DATASET EXTRACT:
Start of Block

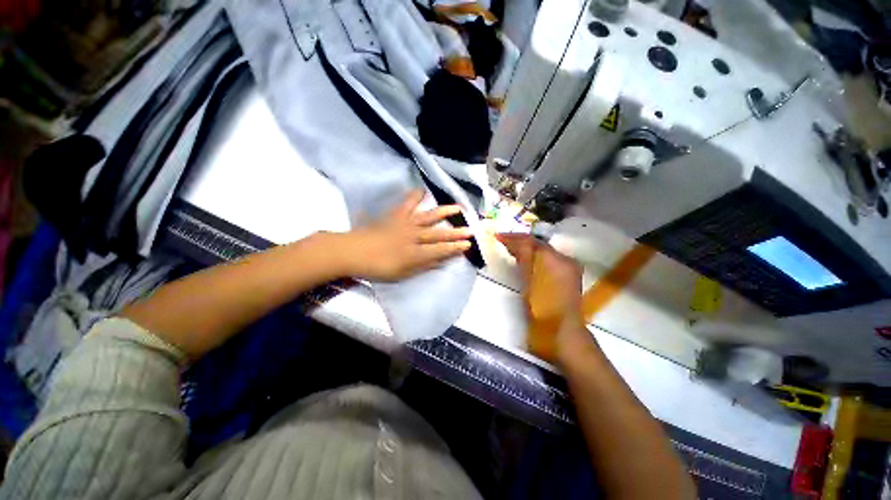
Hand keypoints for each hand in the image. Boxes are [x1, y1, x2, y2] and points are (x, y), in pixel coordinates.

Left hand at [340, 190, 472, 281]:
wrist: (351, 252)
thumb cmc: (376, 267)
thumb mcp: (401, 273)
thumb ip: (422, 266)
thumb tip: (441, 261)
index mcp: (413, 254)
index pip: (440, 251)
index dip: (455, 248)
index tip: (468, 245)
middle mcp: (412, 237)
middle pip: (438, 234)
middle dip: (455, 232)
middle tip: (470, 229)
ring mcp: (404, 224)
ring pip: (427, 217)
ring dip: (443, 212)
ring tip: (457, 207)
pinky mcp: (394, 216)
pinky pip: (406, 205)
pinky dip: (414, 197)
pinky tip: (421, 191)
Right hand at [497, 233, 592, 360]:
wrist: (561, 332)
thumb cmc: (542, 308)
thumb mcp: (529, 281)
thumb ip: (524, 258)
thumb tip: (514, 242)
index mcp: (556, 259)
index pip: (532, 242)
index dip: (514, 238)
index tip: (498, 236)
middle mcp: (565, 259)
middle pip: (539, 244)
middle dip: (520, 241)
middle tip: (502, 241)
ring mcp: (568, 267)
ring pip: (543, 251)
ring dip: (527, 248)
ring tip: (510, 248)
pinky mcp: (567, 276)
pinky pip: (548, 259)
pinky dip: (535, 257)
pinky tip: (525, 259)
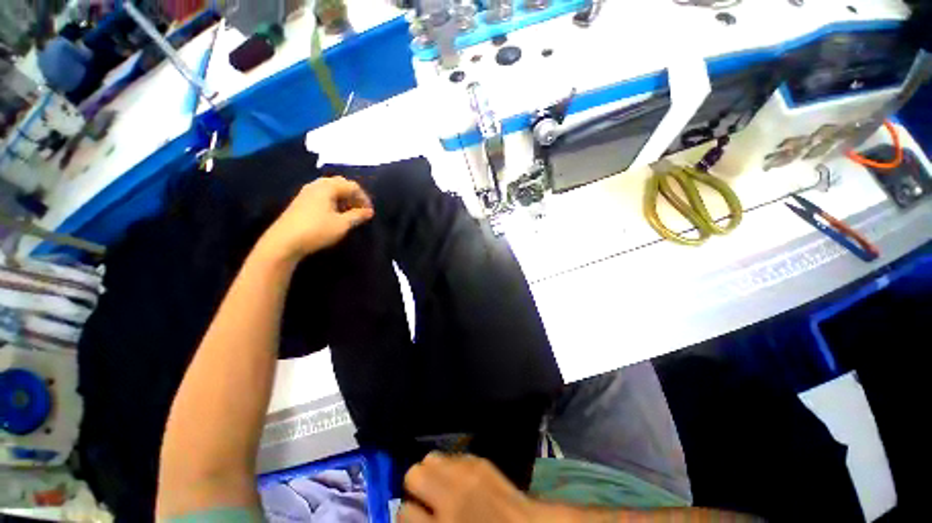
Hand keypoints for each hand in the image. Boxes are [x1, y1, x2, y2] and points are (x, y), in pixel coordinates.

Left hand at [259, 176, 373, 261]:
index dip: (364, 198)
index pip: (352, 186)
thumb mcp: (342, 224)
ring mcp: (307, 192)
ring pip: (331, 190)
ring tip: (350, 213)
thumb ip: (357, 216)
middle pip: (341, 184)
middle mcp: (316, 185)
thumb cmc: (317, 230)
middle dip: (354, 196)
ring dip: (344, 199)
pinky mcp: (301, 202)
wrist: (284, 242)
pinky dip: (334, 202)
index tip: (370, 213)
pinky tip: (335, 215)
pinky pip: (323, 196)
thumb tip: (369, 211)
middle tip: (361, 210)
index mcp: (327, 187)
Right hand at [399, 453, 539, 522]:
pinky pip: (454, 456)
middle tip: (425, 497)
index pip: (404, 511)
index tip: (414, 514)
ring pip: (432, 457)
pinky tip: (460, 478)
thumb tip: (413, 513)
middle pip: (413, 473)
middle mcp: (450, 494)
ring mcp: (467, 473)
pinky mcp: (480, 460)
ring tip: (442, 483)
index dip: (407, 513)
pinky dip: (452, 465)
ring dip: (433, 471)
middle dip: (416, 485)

End of Block

I'd like the lines above repeated exactly, from the one that contains "pinky dip: (414, 197)" through the one that contains "middle dip: (354, 196)", with no pictures.

pinky dip: (414, 197)
pinky tip: (421, 191)
Right hand at [497, 233, 592, 360]:
wrist: (561, 332)
thumb cmc: (542, 308)
thumb mcp: (529, 281)
thumb ip: (524, 258)
thumb tip: (514, 242)
index mcp: (556, 259)
index pip: (532, 242)
index dip: (514, 238)
index tip: (498, 236)
middle mcp: (565, 259)
middle pip: (539, 244)
middle dip: (520, 241)
middle tip: (502, 241)
ring mcp: (568, 267)
ring pip: (543, 251)
ring dip: (527, 248)
ring tip: (510, 248)
pinky mcp: (567, 276)
pinky pip: (548, 259)
pinky dip: (535, 257)
pinky tip: (525, 259)
Hand keypoints for each hand in the image. Boxes are [x1, y1, x2, y2] and points are (x, y), in pixel coordinates.

Left hand at [259, 176, 373, 261]:
index dip: (364, 198)
index pip: (352, 186)
thumb mcp: (342, 224)
ring mcp: (307, 192)
ring pip: (331, 190)
ring tip: (350, 213)
thumb ip: (357, 216)
middle pip: (341, 184)
middle mcp: (316, 185)
thumb cmc: (317, 230)
middle dip: (354, 196)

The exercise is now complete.